The Redskins are fortunate enough to have a stellar staff, whom all have been successful at some point and time in their career. Head coach Mike Shanahan, as we all know, has won two Super Bowl rings while coaching the Denver Broncos. With the way he is constantly scrutinized in Washington, you would think this is his first stint as a head coach.
I’m a strong believer that Shanahan was the vital piece to winning those rings. Yes, he had John Elway and Terrell Davis on those teams, but there could be an argument made that he is the reason they turned out to be so successful – especially with Davis, who was also a sixth-round draft pick like Alfred Morris. Now that the Redskins have the personnel to be successful, Shanahan could lead them back to the promise land.
Mike Shanahan’s son, Kyle Shanahan, has proven that he is a successful offensive coordinator in the National Football League. There were many speculating that Kyle would get a few head coaching interviews this off-season, but I’m starting to doubt that. However, he is in the perfect situation in Washington. He has arguable the most exciting quarterback in the NFL, in Robert Griffin III, to coach up. He has a bruising running back in Morris, and a deep threat wide-receiver in Pierre Garcon. This is the most talented offense he’s had a chance to get his hands on. I think another year or two with the Redskins would pay him dividends, and help land him a future head coaching position.
Redskins defensive coordinator Jim Haslett, like Mike Shanahan, has also been criticized quite a bit this season. With the Redskins defense struggling throughout the year, Haslett took a lot of the blame for not constructing an efficacious game-plan. To cut him some slack, his defense had an abundance of injuries that they were dealing with. Those injuries also came to valuable players.

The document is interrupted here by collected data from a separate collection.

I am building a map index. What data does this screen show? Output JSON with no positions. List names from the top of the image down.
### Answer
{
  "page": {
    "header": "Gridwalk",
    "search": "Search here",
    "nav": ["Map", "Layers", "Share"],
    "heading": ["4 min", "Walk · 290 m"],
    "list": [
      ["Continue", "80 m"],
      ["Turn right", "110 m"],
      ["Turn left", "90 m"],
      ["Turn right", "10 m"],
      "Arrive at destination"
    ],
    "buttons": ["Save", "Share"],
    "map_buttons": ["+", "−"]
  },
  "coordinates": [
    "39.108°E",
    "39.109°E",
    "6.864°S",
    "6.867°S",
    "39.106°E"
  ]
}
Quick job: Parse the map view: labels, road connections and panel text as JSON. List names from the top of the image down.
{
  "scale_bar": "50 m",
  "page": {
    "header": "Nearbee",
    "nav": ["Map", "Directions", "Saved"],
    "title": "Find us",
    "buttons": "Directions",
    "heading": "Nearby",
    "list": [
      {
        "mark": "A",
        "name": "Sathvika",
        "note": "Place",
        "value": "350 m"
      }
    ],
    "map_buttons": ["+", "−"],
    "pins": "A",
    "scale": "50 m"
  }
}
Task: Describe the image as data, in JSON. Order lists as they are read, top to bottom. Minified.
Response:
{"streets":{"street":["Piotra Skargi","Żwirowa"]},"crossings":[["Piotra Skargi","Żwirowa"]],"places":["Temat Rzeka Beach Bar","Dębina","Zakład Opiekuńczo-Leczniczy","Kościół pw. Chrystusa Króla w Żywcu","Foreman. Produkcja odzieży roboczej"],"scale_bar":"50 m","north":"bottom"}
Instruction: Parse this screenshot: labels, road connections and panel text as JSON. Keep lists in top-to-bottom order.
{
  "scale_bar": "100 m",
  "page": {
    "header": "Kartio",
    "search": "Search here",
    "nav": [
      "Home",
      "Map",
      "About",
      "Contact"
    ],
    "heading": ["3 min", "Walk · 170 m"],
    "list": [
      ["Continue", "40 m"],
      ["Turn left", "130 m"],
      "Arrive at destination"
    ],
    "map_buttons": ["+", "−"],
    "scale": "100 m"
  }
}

Brian Orakpo, Adam Carriker, Brandon Meriweather, and Tanard Jackson all missed the majority of the season. So what did Haslett do? Well, he put a huge bandage over his defense, and found ways to make it work. He mixed and matched players in the secondary, he found different schemes to run, and he made the best out of what he had. What did it lead to? Well, the Redskins forced timely turnovers and were a “bend but don’t break” defense. I think it was amazing what Haslett was able to pull off with a depleted group. Once they are healthy, and they add a few pieces to the secondary, they could get back to being a stout defense.
Mike, as I mentioned earlier, is a Super Bowl winning coach. Kyle has been a productive offensive coordinator since entering the NFL, which he started off with the Houston Texans. Haslett has been an honorable player with the Buffalo Bills, a head coach with the New Orleans Saints, and has been a very accomplished defensive coordinator with multiple teams. Not to mention Raheem Morris, who was once head coach of the Tampa Bay Buccaneers, is the defensive backs coach. Even though I don’t believe he’ll continue to be on the staff next season.
The Redskins’ 2012 season was a perfect example of what coaches can accomplish when surrounded by talented players. With a healthy roster next season, this collection of coaches could be the ideal group to lead the Redskins back to a Super Bowl.